The SNA600 will operate well below 500 MHz. It is marked 500MHz because we didn't make receivers below 500 MHz until the great digital changeover of all the TV stations in 2009. The SNA-600 measures lower than a 2:1 SWR (Standing Wave Ratio) from 440 MHz to 600 MHz when the antenna arms are fully extended. Less than 2:1 SWR is considered a standard antenna range measurement. The marked range for fully extended is only down to 500 MHz but the antenna will operate much lower than that.
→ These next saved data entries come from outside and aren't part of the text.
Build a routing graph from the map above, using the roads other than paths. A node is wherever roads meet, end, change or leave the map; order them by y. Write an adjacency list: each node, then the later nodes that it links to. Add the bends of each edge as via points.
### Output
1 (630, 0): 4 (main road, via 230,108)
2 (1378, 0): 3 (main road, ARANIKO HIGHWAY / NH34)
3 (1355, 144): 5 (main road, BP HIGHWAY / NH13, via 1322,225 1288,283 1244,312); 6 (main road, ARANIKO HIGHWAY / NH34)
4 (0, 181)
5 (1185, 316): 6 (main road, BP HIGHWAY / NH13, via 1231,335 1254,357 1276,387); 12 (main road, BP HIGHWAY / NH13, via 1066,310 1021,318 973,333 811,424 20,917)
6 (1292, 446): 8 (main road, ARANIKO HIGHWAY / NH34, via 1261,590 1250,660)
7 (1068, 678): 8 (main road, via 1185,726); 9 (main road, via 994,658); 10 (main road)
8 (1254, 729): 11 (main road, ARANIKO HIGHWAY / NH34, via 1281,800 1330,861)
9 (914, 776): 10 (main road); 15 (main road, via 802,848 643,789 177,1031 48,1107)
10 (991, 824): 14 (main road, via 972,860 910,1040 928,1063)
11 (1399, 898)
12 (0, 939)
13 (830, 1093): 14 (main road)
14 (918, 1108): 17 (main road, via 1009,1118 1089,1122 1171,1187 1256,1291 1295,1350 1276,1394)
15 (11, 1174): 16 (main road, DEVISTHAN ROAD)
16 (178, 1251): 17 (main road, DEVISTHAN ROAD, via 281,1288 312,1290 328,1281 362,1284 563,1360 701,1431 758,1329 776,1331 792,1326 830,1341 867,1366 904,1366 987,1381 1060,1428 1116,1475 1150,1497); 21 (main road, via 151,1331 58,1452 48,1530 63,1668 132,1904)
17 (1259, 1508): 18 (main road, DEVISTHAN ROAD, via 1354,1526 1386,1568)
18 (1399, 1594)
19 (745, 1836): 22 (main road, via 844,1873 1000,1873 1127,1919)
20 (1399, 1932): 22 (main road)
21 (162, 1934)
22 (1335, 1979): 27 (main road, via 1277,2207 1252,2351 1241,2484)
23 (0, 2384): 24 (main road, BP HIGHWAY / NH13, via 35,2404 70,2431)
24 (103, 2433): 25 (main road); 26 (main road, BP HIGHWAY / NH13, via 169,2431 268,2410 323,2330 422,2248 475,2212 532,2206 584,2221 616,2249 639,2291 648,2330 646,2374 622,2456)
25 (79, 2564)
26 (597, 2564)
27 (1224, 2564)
The new stainless steel SMA female connector is pressed into the aluminum front panel and is an interference fit. Any possible panel to barrel gaps are filled by us with a Loctite gap filler. The antenna wire itself has an O-ring in the nut assembly that seals the wire antenna to the nut of the male connector so any water running down the antenna cannot enter the connector. Then the only possible water entry is if the SR is upside down or angled down and water runs into the inverted nut, around the threads, into gaps between the center insulator and the barrel and down into the unit. You can seal against this improbable occurrence with a small drop (dab) of Vaseline or other petroleum jelly inside the SMA connector applied right on the white insulator. The Vaseline will prevent leakage by this path totally, even if the unit is dropped into water and if the SR (and attached camera) are submerged, you've got bigger problems anyway. The Vaseline does not affect the RF at all. If the Vaseline gets dusty when the SMA is removed, just clean it with a cloth or Q-tip and some clean Vaseline.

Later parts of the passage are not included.